::: Provided information

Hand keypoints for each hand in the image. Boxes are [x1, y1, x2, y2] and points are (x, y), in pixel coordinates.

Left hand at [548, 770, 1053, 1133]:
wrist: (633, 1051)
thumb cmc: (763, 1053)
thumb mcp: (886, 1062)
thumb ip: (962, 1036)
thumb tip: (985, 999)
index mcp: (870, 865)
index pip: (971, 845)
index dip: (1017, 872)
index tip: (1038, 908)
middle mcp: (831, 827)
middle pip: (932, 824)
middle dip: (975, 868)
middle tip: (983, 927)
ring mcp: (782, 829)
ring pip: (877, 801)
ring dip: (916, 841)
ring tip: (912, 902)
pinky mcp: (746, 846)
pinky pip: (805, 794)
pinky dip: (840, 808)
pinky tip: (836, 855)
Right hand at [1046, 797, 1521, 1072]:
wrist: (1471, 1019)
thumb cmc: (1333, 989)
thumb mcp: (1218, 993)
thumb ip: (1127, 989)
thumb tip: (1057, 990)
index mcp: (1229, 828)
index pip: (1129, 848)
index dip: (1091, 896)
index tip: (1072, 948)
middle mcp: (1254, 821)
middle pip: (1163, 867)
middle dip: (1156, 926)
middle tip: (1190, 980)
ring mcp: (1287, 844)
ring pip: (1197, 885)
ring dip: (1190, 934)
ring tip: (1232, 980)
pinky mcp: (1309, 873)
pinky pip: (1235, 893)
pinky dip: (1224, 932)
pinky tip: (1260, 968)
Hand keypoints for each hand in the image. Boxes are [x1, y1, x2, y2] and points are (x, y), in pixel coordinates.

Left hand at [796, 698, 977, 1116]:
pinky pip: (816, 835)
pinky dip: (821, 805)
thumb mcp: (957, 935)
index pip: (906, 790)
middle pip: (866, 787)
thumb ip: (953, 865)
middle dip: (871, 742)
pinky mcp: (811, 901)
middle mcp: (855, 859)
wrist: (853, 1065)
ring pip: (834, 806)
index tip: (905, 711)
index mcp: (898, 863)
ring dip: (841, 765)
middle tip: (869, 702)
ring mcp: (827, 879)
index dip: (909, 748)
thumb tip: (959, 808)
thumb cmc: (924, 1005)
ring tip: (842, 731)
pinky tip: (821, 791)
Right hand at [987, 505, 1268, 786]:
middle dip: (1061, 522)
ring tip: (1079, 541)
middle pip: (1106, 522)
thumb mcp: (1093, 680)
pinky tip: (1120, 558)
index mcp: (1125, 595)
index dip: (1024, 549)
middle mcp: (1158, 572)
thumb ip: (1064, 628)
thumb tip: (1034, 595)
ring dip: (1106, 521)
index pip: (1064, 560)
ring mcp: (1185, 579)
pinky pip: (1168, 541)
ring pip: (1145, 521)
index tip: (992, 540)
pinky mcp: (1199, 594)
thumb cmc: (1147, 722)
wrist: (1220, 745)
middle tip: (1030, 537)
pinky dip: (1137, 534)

::::::

- Task to carry out: Nothing in the records above may differ in your copy; retype them in full.

- Problem solution:
Hand keypoints for each hand in the image. Boxes are [x1, y1, x2, y2] and points are (x, y), in pixel coordinates.

Left hand at [548, 770, 1053, 1133]:
wrist: (633, 1051)
thumb cmc: (763, 1053)
thumb mcp: (886, 1062)
thumb ip: (962, 1036)
thumb tip: (985, 999)
index mcp: (870, 865)
index pip: (971, 845)
index dip: (1017, 872)
index tip: (1038, 908)
middle mcp: (831, 827)
middle pip: (932, 824)
middle dip: (975, 868)
middle tip: (983, 927)
ring mcp: (782, 829)
ring pip: (877, 801)
ring dip: (916, 841)
ring tip: (912, 902)
pinky mcp: (746, 846)
pinky pip: (805, 794)
pinky dip: (840, 808)
pinky tip: (836, 855)
Right hand at [1046, 797, 1521, 1072]:
wrist: (1471, 1019)
thumb cmc: (1333, 989)
thumb mcp: (1218, 993)
thumb ip: (1127, 989)
thumb tip: (1057, 990)
index mcp: (1229, 828)
index pip: (1129, 848)
index dip: (1091, 896)
index tip: (1072, 948)
middle mcp: (1254, 821)
middle pip: (1163, 867)
middle dip: (1156, 926)
middle tip: (1190, 980)
ring mcp: (1287, 844)
ring pip: (1197, 885)
ring dip: (1190, 934)
ring tip: (1232, 980)
pinky mcp: (1309, 873)
pinky pip: (1235, 893)
pinky dip: (1224, 932)
pinky tip: (1260, 968)
Hand keypoints for each hand in the image. Boxes are [x1, y1, x2, y2] and points are (x, y), in pixel coordinates.

Left hand at [796, 698, 977, 1116]:
pinky pip: (816, 835)
pinky dip: (821, 805)
thumb mcp: (957, 935)
index pip: (906, 790)
middle pip: (866, 787)
thumb ip: (953, 865)
middle dip: (871, 742)
pinky mcp: (811, 901)
middle mcp: (855, 859)
wrist: (853, 1065)
ring pip: (834, 806)
index tip: (905, 711)
index mcp: (898, 863)
ring dip: (841, 765)
middle tip: (869, 702)
ring mcp: (827, 879)
index dip: (909, 748)
thumb tip: (959, 808)
thumb cmc: (924, 1005)
ring tip: (842, 731)
pinky tip: (821, 791)
Right hand at [987, 505, 1268, 786]:
middle dip: (1061, 522)
ring tip: (1079, 541)
middle pip: (1106, 522)
thumb mcp: (1093, 680)
pinky tip: (1120, 558)
index mcp: (1125, 595)
index dip: (1024, 549)
middle mcp: (1158, 572)
thumb ip: (1064, 628)
thumb tip: (1034, 595)
ring dip: (1106, 521)
index pip: (1064, 560)
ring mcp: (1185, 579)
pinky pip: (1168, 541)
ring pip: (1145, 521)
index tip: (992, 540)
pinky mcp: (1199, 594)
thumb cmc: (1147, 722)
wrist: (1220, 745)
middle tip: (1030, 537)
pinky dip: (1137, 534)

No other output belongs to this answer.